# EXERCISE:
Output the whole listing exactly, with no pictures.

# RECORD EXTRACTS:
^^^^^^^^^^^^^^^^
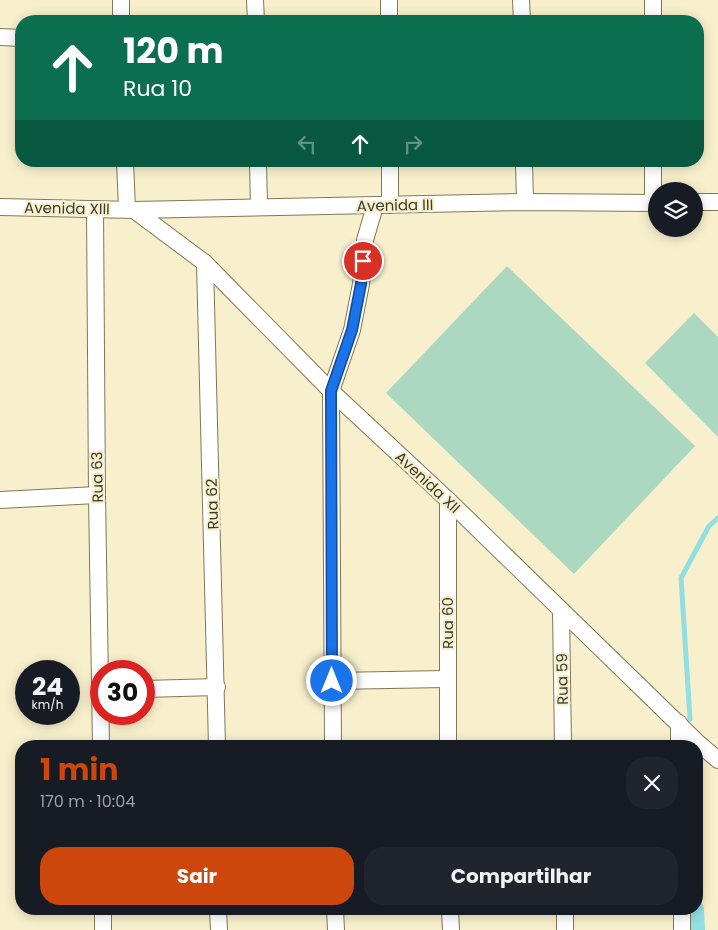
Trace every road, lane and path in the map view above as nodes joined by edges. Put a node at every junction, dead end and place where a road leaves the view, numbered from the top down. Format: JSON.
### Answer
{"nodes":[{"id":1,"x":121,"y":0,"type":"edge"},
{"id":2,"x":255,"y":0,"type":"edge"},
{"id":3,"x":389,"y":0,"type":"edge"},
{"id":4,"x":521,"y":0,"type":"edge"},
{"id":5,"x":653,"y":0,"type":"edge"},
{"id":6,"x":121,"y":15,"type":"edge"},
{"id":7,"x":256,"y":15,"type":"edge"},
{"id":8,"x":389,"y":15,"type":"edge"},
{"id":9,"x":522,"y":15,"type":"edge"},
{"id":10,"x":653,"y":15,"type":"edge"},
{"id":11,"x":0,"y":37,"type":"edge"},
{"id":12,"x":15,"y":38,"type":"edge"},
{"id":13,"x":126,"y":167,"type":"edge"},
{"id":14,"x":258,"y":167,"type":"edge"},
{"id":15,"x":389,"y":167,"type":"edge"},
{"id":16,"x":524,"y":167,"type":"edge"},
{"id":17,"x":653,"y":167,"type":"edge"},
{"id":18,"x":654,"y":182,"type":"edge"},
{"id":19,"x":525,"y":202,"type":"junction"},
{"id":20,"x":703,"y":202,"type":"edge"},
{"id":21,"x":718,"y":202,"type":"edge"},
{"id":22,"x":648,"y":203,"type":"edge"},
{"id":23,"x":382,"y":206,"type":"junction"},
{"id":24,"x":0,"y":207,"type":"edge"},
{"id":25,"x":259,"y":208,"type":"junction"},
{"id":26,"x":95,"y":209,"type":"junction"},
{"id":27,"x":130,"y":209,"type":"junction"},
{"id":28,"x":205,"y":262,"type":"junction"},
{"id":29,"x":331,"y":391,"type":"junction"},
{"id":30,"x":97,"y":495,"type":"junction"},
{"id":31,"x":0,"y":500,"type":"edge"},
{"id":32,"x":448,"y":500,"type":"junction"},
{"id":33,"x":561,"y":611,"type":"junction"},
{"id":34,"x":100,"y":660,"type":"edge"},
{"id":35,"x":446,"y":679,"type":"junction"},
{"id":36,"x":332,"y":681,"type":"junction"},
{"id":37,"x":217,"y":687,"type":"junction"},
{"id":38,"x":155,"y":689,"type":"edge"},
{"id":39,"x":679,"y":723,"type":"junction"},
{"id":40,"x":101,"y":725,"type":"edge"},
{"id":41,"x":101,"y":740,"type":"edge"},
{"id":42,"x":217,"y":740,"type":"edge"},
{"id":43,"x":333,"y":740,"type":"edge"},
{"id":44,"x":448,"y":740,"type":"edge"},
{"id":45,"x":563,"y":740,"type":"edge"},
{"id":46,"x":679,"y":740,"type":"edge"},
{"id":47,"x":695,"y":740,"type":"edge"},
{"id":48,"x":703,"y":747,"type":"edge"},
{"id":49,"x":718,"y":760,"type":"edge"},
{"id":50,"x":103,"y":915,"type":"edge"},
{"id":51,"x":218,"y":915,"type":"edge"},
{"id":52,"x":335,"y":915,"type":"edge"},
{"id":53,"x":450,"y":915,"type":"edge"},
{"id":54,"x":565,"y":915,"type":"edge"},
{"id":55,"x":682,"y":915,"type":"edge"},
{"id":56,"x":103,"y":930,"type":"edge"},
{"id":57,"x":219,"y":930,"type":"edge"},
{"id":58,"x":336,"y":930,"type":"edge"},
{"id":59,"x":451,"y":930,"type":"edge"},
{"id":60,"x":565,"y":930,"type":"edge"},
{"id":61,"x":682,"y":930,"type":"edge"}],
"edges":[{"from":1,"to":6,"type":"street"},
{"from":2,"to":7,"type":"street"},
{"from":3,"to":8,"type":"street"},
{"from":4,"to":9,"type":"street"},
{"from":5,"to":10,"type":"street"},
{"from":11,"to":12,"type":"street"},
{"from":13,"to":27,"type":"street"},
{"from":14,"to":25,"type":"street"},
{"from":15,"to":23,"type":"street"},
{"from":16,"to":19,"type":"street"},
{"from":17,"to":18,"type":"street"},
{"from":19,"to":22,"type":"street","name":"Avenida III"},
{"from":19,"to":23,"type":"street","name":"Avenida III"},
{"from":20,"to":21,"type":"street"},
{"from":23,"to":25,"type":"street","name":"Avenida III"},
{"from":23,"to":29,"type":"street"},
{"from":24,"to":26,"type":"street","name":"Avenida XIII"},
{"from":25,"to":27,"type":"street","name":"Avenida III"},
{"from":26,"to":27,"type":"street","name":"Avenida XIII"},
{"from":26,"to":30,"type":"street","name":"Rua 63"},
{"from":27,"to":28,"type":"street","name":"Avenida XII"},
{"from":28,"to":29,"type":"street","name":"Avenida XII"},
{"from":28,"to":37,"type":"street","name":"Rua 62"},
{"from":29,"to":32,"type":"street","name":"Avenida XII"},
{"from":29,"to":36,"type":"street"},
{"from":30,"to":31,"type":"street"},
{"from":30,"to":34,"type":"street","name":"Rua 63"},
{"from":32,"to":33,"type":"street","name":"Avenida XII"},
{"from":32,"to":35,"type":"street","name":"Rua 60"},
{"from":33,"to":39,"type":"street","name":"Avenida XII"},
{"from":33,"to":45,"type":"street","name":"Rua 59"},
{"from":35,"to":36,"type":"street"},
{"from":35,"to":44,"type":"street","name":"Rua 60"},
{"from":36,"to":43,"type":"street"},
{"from":37,"to":38,"type":"street"},
{"from":37,"to":42,"type":"street","name":"Rua 62"},
{"from":39,"to":46,"type":"street"},
{"from":39,"to":47,"type":"street","name":"Avenida XII"},
{"from":40,"to":41,"type":"street","name":"Rua 63"},
{"from":48,"to":49,"type":"street","name":"Avenida XII"},
{"from":50,"to":56,"type":"street"},
{"from":51,"to":57,"type":"street"},
{"from":52,"to":58,"type":"street"},
{"from":53,"to":59,"type":"street"},
{"from":54,"to":60,"type":"street"},
{"from":55,"to":61,"type":"street"}]}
^^^^^^^^^^^^^^^^
# WRITTEN ANSWER:
Trace every road, lane and path in the map view above as nodes joined by edges. Put a node at every junction, dead end and place where a road leaves the view, numbered from the top down. Format: JSON.
### Answer
{"nodes":[{"id":1,"x":121,"y":0,"type":"edge"},
{"id":2,"x":255,"y":0,"type":"edge"},
{"id":3,"x":389,"y":0,"type":"edge"},
{"id":4,"x":521,"y":0,"type":"edge"},
{"id":5,"x":653,"y":0,"type":"edge"},
{"id":6,"x":121,"y":15,"type":"edge"},
{"id":7,"x":256,"y":15,"type":"edge"},
{"id":8,"x":389,"y":15,"type":"edge"},
{"id":9,"x":522,"y":15,"type":"edge"},
{"id":10,"x":653,"y":15,"type":"edge"},
{"id":11,"x":0,"y":37,"type":"edge"},
{"id":12,"x":15,"y":38,"type":"edge"},
{"id":13,"x":126,"y":167,"type":"edge"},
{"id":14,"x":258,"y":167,"type":"edge"},
{"id":15,"x":389,"y":167,"type":"edge"},
{"id":16,"x":524,"y":167,"type":"edge"},
{"id":17,"x":653,"y":167,"type":"edge"},
{"id":18,"x":654,"y":182,"type":"edge"},
{"id":19,"x":525,"y":202,"type":"junction"},
{"id":20,"x":703,"y":202,"type":"edge"},
{"id":21,"x":718,"y":202,"type":"edge"},
{"id":22,"x":648,"y":203,"type":"edge"},
{"id":23,"x":382,"y":206,"type":"junction"},
{"id":24,"x":0,"y":207,"type":"edge"},
{"id":25,"x":259,"y":208,"type":"junction"},
{"id":26,"x":95,"y":209,"type":"junction"},
{"id":27,"x":130,"y":209,"type":"junction"},
{"id":28,"x":205,"y":262,"type":"junction"},
{"id":29,"x":331,"y":391,"type":"junction"},
{"id":30,"x":97,"y":495,"type":"junction"},
{"id":31,"x":0,"y":500,"type":"edge"},
{"id":32,"x":448,"y":500,"type":"junction"},
{"id":33,"x":561,"y":611,"type":"junction"},
{"id":34,"x":100,"y":660,"type":"edge"},
{"id":35,"x":446,"y":679,"type":"junction"},
{"id":36,"x":332,"y":681,"type":"junction"},
{"id":37,"x":217,"y":687,"type":"junction"},
{"id":38,"x":155,"y":689,"type":"edge"},
{"id":39,"x":679,"y":723,"type":"junction"},
{"id":40,"x":101,"y":725,"type":"edge"},
{"id":41,"x":101,"y":740,"type":"edge"},
{"id":42,"x":217,"y":740,"type":"edge"},
{"id":43,"x":333,"y":740,"type":"edge"},
{"id":44,"x":448,"y":740,"type":"edge"},
{"id":45,"x":563,"y":740,"type":"edge"},
{"id":46,"x":679,"y":740,"type":"edge"},
{"id":47,"x":695,"y":740,"type":"edge"},
{"id":48,"x":703,"y":747,"type":"edge"},
{"id":49,"x":718,"y":760,"type":"edge"},
{"id":50,"x":103,"y":915,"type":"edge"},
{"id":51,"x":218,"y":915,"type":"edge"},
{"id":52,"x":335,"y":915,"type":"edge"},
{"id":53,"x":450,"y":915,"type":"edge"},
{"id":54,"x":565,"y":915,"type":"edge"},
{"id":55,"x":682,"y":915,"type":"edge"},
{"id":56,"x":103,"y":930,"type":"edge"},
{"id":57,"x":219,"y":930,"type":"edge"},
{"id":58,"x":336,"y":930,"type":"edge"},
{"id":59,"x":451,"y":930,"type":"edge"},
{"id":60,"x":565,"y":930,"type":"edge"},
{"id":61,"x":682,"y":930,"type":"edge"}],
"edges":[{"from":1,"to":6,"type":"street"},
{"from":2,"to":7,"type":"street"},
{"from":3,"to":8,"type":"street"},
{"from":4,"to":9,"type":"street"},
{"from":5,"to":10,"type":"street"},
{"from":11,"to":12,"type":"street"},
{"from":13,"to":27,"type":"street"},
{"from":14,"to":25,"type":"street"},
{"from":15,"to":23,"type":"street"},
{"from":16,"to":19,"type":"street"},
{"from":17,"to":18,"type":"street"},
{"from":19,"to":22,"type":"street","name":"Avenida III"},
{"from":19,"to":23,"type":"street","name":"Avenida III"},
{"from":20,"to":21,"type":"street"},
{"from":23,"to":25,"type":"street","name":"Avenida III"},
{"from":23,"to":29,"type":"street"},
{"from":24,"to":26,"type":"street","name":"Avenida XIII"},
{"from":25,"to":27,"type":"street","name":"Avenida III"},
{"from":26,"to":27,"type":"street","name":"Avenida XIII"},
{"from":26,"to":30,"type":"street","name":"Rua 63"},
{"from":27,"to":28,"type":"street","name":"Avenida XII"},
{"from":28,"to":29,"type":"street","name":"Avenida XII"},
{"from":28,"to":37,"type":"street","name":"Rua 62"},
{"from":29,"to":32,"type":"street","name":"Avenida XII"},
{"from":29,"to":36,"type":"street"},
{"from":30,"to":31,"type":"street"},
{"from":30,"to":34,"type":"street","name":"Rua 63"},
{"from":32,"to":33,"type":"street","name":"Avenida XII"},
{"from":32,"to":35,"type":"street","name":"Rua 60"},
{"from":33,"to":39,"type":"street","name":"Avenida XII"},
{"from":33,"to":45,"type":"street","name":"Rua 59"},
{"from":35,"to":36,"type":"street"},
{"from":35,"to":44,"type":"street","name":"Rua 60"},
{"from":36,"to":43,"type":"street"},
{"from":37,"to":38,"type":"street"},
{"from":37,"to":42,"type":"street","name":"Rua 62"},
{"from":39,"to":46,"type":"street"},
{"from":39,"to":47,"type":"street","name":"Avenida XII"},
{"from":40,"to":41,"type":"street","name":"Rua 63"},
{"from":48,"to":49,"type":"street","name":"Avenida XII"},
{"from":50,"to":56,"type":"street"},
{"from":51,"to":57,"type":"street"},
{"from":52,"to":58,"type":"street"},
{"from":53,"to":59,"type":"street"},
{"from":54,"to":60,"type":"street"},
{"from":55,"to":61,"type":"street"}]}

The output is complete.